Each line in the entries that has the word "Rivage" has to be copied.

↓

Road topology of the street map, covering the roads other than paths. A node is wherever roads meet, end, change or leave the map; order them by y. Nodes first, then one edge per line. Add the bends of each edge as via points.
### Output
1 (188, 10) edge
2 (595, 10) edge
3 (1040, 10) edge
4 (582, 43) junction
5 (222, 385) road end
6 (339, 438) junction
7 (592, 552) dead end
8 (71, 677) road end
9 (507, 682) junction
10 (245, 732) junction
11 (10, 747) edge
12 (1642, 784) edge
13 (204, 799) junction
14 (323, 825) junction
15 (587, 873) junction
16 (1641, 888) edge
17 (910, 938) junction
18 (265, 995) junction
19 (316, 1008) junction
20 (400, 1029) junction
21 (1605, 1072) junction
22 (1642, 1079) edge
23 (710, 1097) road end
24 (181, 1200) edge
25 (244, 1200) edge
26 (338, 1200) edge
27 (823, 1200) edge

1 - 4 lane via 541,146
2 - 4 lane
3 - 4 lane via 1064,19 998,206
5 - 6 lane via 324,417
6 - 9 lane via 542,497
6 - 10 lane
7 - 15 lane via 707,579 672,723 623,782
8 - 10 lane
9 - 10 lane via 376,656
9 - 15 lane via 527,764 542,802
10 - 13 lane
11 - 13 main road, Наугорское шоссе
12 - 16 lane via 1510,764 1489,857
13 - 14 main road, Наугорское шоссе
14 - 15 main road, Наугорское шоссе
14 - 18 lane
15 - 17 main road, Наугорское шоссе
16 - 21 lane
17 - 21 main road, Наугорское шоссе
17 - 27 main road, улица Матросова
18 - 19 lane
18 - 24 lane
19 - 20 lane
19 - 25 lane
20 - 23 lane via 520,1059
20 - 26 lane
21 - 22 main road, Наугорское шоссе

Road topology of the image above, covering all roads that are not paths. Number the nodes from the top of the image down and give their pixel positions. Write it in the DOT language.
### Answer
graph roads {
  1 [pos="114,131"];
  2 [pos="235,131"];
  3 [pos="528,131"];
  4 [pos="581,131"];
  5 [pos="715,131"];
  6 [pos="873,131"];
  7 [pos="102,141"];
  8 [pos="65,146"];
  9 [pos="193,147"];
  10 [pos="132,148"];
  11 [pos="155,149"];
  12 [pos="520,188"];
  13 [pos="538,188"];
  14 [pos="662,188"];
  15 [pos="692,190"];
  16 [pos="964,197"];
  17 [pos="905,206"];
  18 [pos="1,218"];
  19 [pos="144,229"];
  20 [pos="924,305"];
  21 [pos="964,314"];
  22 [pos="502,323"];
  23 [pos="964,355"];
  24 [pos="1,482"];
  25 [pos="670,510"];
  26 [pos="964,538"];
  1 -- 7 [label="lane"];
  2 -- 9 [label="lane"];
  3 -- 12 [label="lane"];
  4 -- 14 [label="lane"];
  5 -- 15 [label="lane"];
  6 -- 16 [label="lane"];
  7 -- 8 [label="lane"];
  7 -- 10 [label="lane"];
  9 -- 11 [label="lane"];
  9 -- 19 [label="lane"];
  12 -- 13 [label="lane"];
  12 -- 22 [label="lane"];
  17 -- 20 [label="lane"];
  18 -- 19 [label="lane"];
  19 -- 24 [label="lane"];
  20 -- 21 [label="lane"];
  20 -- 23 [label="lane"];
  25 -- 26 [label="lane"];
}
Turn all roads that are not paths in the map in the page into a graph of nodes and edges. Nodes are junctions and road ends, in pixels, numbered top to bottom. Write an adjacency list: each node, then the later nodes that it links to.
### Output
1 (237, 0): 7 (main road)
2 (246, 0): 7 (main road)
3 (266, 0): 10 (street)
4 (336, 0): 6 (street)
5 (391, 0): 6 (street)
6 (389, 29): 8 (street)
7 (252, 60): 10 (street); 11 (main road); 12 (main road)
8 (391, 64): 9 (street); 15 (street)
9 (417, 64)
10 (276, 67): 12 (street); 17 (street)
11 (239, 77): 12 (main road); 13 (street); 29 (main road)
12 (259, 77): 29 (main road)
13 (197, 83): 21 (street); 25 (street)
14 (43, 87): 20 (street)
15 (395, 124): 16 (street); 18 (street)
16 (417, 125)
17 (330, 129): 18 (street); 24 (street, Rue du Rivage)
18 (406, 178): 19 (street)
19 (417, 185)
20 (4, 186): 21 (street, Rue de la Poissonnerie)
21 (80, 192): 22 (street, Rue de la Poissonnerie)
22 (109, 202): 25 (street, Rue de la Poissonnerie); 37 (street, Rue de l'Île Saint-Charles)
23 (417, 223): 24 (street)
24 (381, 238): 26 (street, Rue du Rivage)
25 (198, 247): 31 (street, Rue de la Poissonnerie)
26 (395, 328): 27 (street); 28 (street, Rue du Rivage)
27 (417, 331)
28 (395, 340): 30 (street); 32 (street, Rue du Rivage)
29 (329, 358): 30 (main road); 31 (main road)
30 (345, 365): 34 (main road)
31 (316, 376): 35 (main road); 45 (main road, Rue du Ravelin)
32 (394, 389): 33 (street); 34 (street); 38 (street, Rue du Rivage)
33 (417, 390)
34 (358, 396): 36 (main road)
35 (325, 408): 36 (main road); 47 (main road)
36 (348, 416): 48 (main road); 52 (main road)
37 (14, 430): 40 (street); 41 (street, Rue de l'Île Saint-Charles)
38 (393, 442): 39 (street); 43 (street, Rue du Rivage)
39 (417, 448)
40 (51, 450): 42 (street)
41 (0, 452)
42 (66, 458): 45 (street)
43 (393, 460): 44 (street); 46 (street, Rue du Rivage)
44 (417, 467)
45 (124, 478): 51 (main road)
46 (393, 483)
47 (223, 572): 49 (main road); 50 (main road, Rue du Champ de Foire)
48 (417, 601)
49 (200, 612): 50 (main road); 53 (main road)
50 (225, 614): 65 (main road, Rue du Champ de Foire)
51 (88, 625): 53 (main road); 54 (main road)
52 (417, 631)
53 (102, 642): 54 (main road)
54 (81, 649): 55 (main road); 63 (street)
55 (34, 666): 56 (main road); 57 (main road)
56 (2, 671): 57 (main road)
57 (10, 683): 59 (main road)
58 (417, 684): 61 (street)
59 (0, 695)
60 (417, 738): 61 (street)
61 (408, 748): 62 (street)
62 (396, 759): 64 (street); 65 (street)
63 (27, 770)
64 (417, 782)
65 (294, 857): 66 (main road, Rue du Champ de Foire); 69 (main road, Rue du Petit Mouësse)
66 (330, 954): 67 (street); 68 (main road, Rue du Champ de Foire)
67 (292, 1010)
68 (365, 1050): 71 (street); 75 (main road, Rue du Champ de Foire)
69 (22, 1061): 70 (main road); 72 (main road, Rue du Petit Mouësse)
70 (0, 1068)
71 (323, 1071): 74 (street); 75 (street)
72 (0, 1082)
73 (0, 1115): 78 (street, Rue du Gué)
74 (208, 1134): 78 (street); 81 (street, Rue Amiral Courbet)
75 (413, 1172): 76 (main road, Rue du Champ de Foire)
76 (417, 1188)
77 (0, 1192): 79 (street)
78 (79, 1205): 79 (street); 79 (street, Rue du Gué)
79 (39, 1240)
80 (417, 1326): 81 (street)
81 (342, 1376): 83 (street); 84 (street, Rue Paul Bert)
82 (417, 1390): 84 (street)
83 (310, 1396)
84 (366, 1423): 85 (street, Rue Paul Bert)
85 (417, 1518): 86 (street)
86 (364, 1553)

↑

* **Exercise response**:
17 (330, 129): 18 (street); 24 (street, Rue du Rivage)
24 (381, 238): 26 (street, Rue du Rivage)
26 (395, 328): 27 (street); 28 (street, Rue du Rivage)
28 (395, 340): 30 (street); 32 (street, Rue du Rivage)
32 (394, 389): 33 (street); 34 (street); 38 (street, Rue du Rivage)
38 (393, 442): 39 (street); 43 (street, Rue du Rivage)
43 (393, 460): 44 (street); 46 (street, Rue du Rivage)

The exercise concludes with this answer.